Dataset items:
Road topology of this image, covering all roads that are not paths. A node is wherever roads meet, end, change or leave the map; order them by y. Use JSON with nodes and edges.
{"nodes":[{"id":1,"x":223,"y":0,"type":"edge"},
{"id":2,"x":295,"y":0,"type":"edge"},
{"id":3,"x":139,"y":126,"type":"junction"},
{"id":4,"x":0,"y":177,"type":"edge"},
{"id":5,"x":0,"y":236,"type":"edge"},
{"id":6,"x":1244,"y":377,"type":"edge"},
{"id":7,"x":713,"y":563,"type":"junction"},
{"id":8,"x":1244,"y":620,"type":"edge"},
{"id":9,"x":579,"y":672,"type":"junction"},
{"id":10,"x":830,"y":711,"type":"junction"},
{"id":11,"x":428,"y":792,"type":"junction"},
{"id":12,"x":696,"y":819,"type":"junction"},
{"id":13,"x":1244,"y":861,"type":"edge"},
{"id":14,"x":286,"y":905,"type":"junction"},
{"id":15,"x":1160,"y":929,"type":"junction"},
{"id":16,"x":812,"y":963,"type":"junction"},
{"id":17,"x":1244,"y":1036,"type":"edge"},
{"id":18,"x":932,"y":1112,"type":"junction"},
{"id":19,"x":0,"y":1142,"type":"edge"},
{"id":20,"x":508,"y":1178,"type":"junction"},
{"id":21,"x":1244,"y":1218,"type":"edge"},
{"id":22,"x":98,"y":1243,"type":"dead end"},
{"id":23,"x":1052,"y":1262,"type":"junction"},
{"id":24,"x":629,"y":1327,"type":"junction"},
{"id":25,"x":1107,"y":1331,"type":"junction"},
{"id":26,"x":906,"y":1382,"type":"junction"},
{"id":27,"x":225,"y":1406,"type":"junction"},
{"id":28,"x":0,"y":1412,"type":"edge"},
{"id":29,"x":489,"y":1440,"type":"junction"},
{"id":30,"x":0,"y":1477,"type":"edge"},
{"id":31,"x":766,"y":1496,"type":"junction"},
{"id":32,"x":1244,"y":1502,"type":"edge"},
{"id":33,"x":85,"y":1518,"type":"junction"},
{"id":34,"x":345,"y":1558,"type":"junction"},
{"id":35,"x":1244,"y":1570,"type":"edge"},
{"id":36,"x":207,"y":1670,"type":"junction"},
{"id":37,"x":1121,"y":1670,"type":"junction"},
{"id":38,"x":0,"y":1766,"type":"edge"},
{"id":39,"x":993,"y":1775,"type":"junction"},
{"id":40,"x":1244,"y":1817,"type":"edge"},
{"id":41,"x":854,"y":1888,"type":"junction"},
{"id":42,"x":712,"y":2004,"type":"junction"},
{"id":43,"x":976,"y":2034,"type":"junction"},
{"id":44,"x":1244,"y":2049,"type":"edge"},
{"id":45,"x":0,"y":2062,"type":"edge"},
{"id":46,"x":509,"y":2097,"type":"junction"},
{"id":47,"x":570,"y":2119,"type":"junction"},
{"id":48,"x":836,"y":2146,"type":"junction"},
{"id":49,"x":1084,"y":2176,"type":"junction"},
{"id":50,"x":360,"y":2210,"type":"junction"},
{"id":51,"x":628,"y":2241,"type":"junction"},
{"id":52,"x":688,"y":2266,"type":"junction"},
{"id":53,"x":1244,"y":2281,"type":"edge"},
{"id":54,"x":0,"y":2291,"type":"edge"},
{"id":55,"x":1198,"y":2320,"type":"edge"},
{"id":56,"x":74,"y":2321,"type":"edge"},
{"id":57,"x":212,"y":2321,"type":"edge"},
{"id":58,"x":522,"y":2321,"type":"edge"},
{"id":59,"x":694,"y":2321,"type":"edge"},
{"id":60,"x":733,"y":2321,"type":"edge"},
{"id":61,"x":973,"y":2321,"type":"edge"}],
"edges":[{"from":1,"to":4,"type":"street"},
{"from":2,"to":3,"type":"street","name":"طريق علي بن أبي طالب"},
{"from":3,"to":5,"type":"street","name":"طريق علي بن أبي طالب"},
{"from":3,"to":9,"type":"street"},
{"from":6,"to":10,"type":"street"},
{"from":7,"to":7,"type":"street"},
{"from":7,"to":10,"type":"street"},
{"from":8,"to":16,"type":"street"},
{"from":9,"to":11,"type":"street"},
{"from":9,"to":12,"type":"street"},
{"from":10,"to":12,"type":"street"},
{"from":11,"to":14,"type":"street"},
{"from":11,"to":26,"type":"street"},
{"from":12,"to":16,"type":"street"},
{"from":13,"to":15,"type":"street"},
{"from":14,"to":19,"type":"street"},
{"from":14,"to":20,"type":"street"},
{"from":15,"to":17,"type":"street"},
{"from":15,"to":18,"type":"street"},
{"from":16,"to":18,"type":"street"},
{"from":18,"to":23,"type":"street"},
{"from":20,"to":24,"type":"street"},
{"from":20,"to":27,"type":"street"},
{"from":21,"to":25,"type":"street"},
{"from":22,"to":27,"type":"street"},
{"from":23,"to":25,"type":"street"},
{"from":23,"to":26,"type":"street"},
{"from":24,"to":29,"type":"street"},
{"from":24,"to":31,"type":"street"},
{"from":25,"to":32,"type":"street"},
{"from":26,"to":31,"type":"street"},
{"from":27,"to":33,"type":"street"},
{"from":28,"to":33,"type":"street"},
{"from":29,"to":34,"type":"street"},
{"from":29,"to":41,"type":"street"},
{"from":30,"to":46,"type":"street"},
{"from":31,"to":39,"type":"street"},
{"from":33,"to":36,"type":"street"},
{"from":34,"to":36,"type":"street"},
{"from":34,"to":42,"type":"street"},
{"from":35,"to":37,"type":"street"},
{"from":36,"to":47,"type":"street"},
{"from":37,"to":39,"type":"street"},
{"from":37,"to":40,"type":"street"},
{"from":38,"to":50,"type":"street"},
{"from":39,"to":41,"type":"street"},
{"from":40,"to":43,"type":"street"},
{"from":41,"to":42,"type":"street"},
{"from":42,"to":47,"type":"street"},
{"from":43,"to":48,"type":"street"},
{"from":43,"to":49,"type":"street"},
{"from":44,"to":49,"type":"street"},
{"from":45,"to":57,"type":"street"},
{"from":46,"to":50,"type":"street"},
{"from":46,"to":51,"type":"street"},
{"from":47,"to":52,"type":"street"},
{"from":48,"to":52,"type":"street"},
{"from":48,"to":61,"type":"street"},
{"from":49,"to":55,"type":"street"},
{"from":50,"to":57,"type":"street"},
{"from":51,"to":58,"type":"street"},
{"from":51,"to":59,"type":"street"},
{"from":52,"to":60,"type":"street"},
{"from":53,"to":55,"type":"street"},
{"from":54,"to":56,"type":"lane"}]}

◆ **WHAT IS REQUIRED**:
Reproduce, word for word, all of the entries above.

◆ **ANSWER BOX**:
Road topology of this image, covering all roads that are not paths. A node is wherever roads meet, end, change or leave the map; order them by y. Use JSON with nodes and edges.
{"nodes":[{"id":1,"x":223,"y":0,"type":"edge"},
{"id":2,"x":295,"y":0,"type":"edge"},
{"id":3,"x":139,"y":126,"type":"junction"},
{"id":4,"x":0,"y":177,"type":"edge"},
{"id":5,"x":0,"y":236,"type":"edge"},
{"id":6,"x":1244,"y":377,"type":"edge"},
{"id":7,"x":713,"y":563,"type":"junction"},
{"id":8,"x":1244,"y":620,"type":"edge"},
{"id":9,"x":579,"y":672,"type":"junction"},
{"id":10,"x":830,"y":711,"type":"junction"},
{"id":11,"x":428,"y":792,"type":"junction"},
{"id":12,"x":696,"y":819,"type":"junction"},
{"id":13,"x":1244,"y":861,"type":"edge"},
{"id":14,"x":286,"y":905,"type":"junction"},
{"id":15,"x":1160,"y":929,"type":"junction"},
{"id":16,"x":812,"y":963,"type":"junction"},
{"id":17,"x":1244,"y":1036,"type":"edge"},
{"id":18,"x":932,"y":1112,"type":"junction"},
{"id":19,"x":0,"y":1142,"type":"edge"},
{"id":20,"x":508,"y":1178,"type":"junction"},
{"id":21,"x":1244,"y":1218,"type":"edge"},
{"id":22,"x":98,"y":1243,"type":"dead end"},
{"id":23,"x":1052,"y":1262,"type":"junction"},
{"id":24,"x":629,"y":1327,"type":"junction"},
{"id":25,"x":1107,"y":1331,"type":"junction"},
{"id":26,"x":906,"y":1382,"type":"junction"},
{"id":27,"x":225,"y":1406,"type":"junction"},
{"id":28,"x":0,"y":1412,"type":"edge"},
{"id":29,"x":489,"y":1440,"type":"junction"},
{"id":30,"x":0,"y":1477,"type":"edge"},
{"id":31,"x":766,"y":1496,"type":"junction"},
{"id":32,"x":1244,"y":1502,"type":"edge"},
{"id":33,"x":85,"y":1518,"type":"junction"},
{"id":34,"x":345,"y":1558,"type":"junction"},
{"id":35,"x":1244,"y":1570,"type":"edge"},
{"id":36,"x":207,"y":1670,"type":"junction"},
{"id":37,"x":1121,"y":1670,"type":"junction"},
{"id":38,"x":0,"y":1766,"type":"edge"},
{"id":39,"x":993,"y":1775,"type":"junction"},
{"id":40,"x":1244,"y":1817,"type":"edge"},
{"id":41,"x":854,"y":1888,"type":"junction"},
{"id":42,"x":712,"y":2004,"type":"junction"},
{"id":43,"x":976,"y":2034,"type":"junction"},
{"id":44,"x":1244,"y":2049,"type":"edge"},
{"id":45,"x":0,"y":2062,"type":"edge"},
{"id":46,"x":509,"y":2097,"type":"junction"},
{"id":47,"x":570,"y":2119,"type":"junction"},
{"id":48,"x":836,"y":2146,"type":"junction"},
{"id":49,"x":1084,"y":2176,"type":"junction"},
{"id":50,"x":360,"y":2210,"type":"junction"},
{"id":51,"x":628,"y":2241,"type":"junction"},
{"id":52,"x":688,"y":2266,"type":"junction"},
{"id":53,"x":1244,"y":2281,"type":"edge"},
{"id":54,"x":0,"y":2291,"type":"edge"},
{"id":55,"x":1198,"y":2320,"type":"edge"},
{"id":56,"x":74,"y":2321,"type":"edge"},
{"id":57,"x":212,"y":2321,"type":"edge"},
{"id":58,"x":522,"y":2321,"type":"edge"},
{"id":59,"x":694,"y":2321,"type":"edge"},
{"id":60,"x":733,"y":2321,"type":"edge"},
{"id":61,"x":973,"y":2321,"type":"edge"}],
"edges":[{"from":1,"to":4,"type":"street"},
{"from":2,"to":3,"type":"street","name":"طريق علي بن أبي طالب"},
{"from":3,"to":5,"type":"street","name":"طريق علي بن أبي طالب"},
{"from":3,"to":9,"type":"street"},
{"from":6,"to":10,"type":"street"},
{"from":7,"to":7,"type":"street"},
{"from":7,"to":10,"type":"street"},
{"from":8,"to":16,"type":"street"},
{"from":9,"to":11,"type":"street"},
{"from":9,"to":12,"type":"street"},
{"from":10,"to":12,"type":"street"},
{"from":11,"to":14,"type":"street"},
{"from":11,"to":26,"type":"street"},
{"from":12,"to":16,"type":"street"},
{"from":13,"to":15,"type":"street"},
{"from":14,"to":19,"type":"street"},
{"from":14,"to":20,"type":"street"},
{"from":15,"to":17,"type":"street"},
{"from":15,"to":18,"type":"street"},
{"from":16,"to":18,"type":"street"},
{"from":18,"to":23,"type":"street"},
{"from":20,"to":24,"type":"street"},
{"from":20,"to":27,"type":"street"},
{"from":21,"to":25,"type":"street"},
{"from":22,"to":27,"type":"street"},
{"from":23,"to":25,"type":"street"},
{"from":23,"to":26,"type":"street"},
{"from":24,"to":29,"type":"street"},
{"from":24,"to":31,"type":"street"},
{"from":25,"to":32,"type":"street"},
{"from":26,"to":31,"type":"street"},
{"from":27,"to":33,"type":"street"},
{"from":28,"to":33,"type":"street"},
{"from":29,"to":34,"type":"street"},
{"from":29,"to":41,"type":"street"},
{"from":30,"to":46,"type":"street"},
{"from":31,"to":39,"type":"street"},
{"from":33,"to":36,"type":"street"},
{"from":34,"to":36,"type":"street"},
{"from":34,"to":42,"type":"street"},
{"from":35,"to":37,"type":"street"},
{"from":36,"to":47,"type":"street"},
{"from":37,"to":39,"type":"street"},
{"from":37,"to":40,"type":"street"},
{"from":38,"to":50,"type":"street"},
{"from":39,"to":41,"type":"street"},
{"from":40,"to":43,"type":"street"},
{"from":41,"to":42,"type":"street"},
{"from":42,"to":47,"type":"street"},
{"from":43,"to":48,"type":"street"},
{"from":43,"to":49,"type":"street"},
{"from":44,"to":49,"type":"street"},
{"from":45,"to":57,"type":"street"},
{"from":46,"to":50,"type":"street"},
{"from":46,"to":51,"type":"street"},
{"from":47,"to":52,"type":"street"},
{"from":48,"to":52,"type":"street"},
{"from":48,"to":61,"type":"street"},
{"from":49,"to":55,"type":"street"},
{"from":50,"to":57,"type":"street"},
{"from":51,"to":58,"type":"street"},
{"from":51,"to":59,"type":"street"},
{"from":52,"to":60,"type":"street"},
{"from":53,"to":55,"type":"street"},
{"from":54,"to":56,"type":"lane"}]}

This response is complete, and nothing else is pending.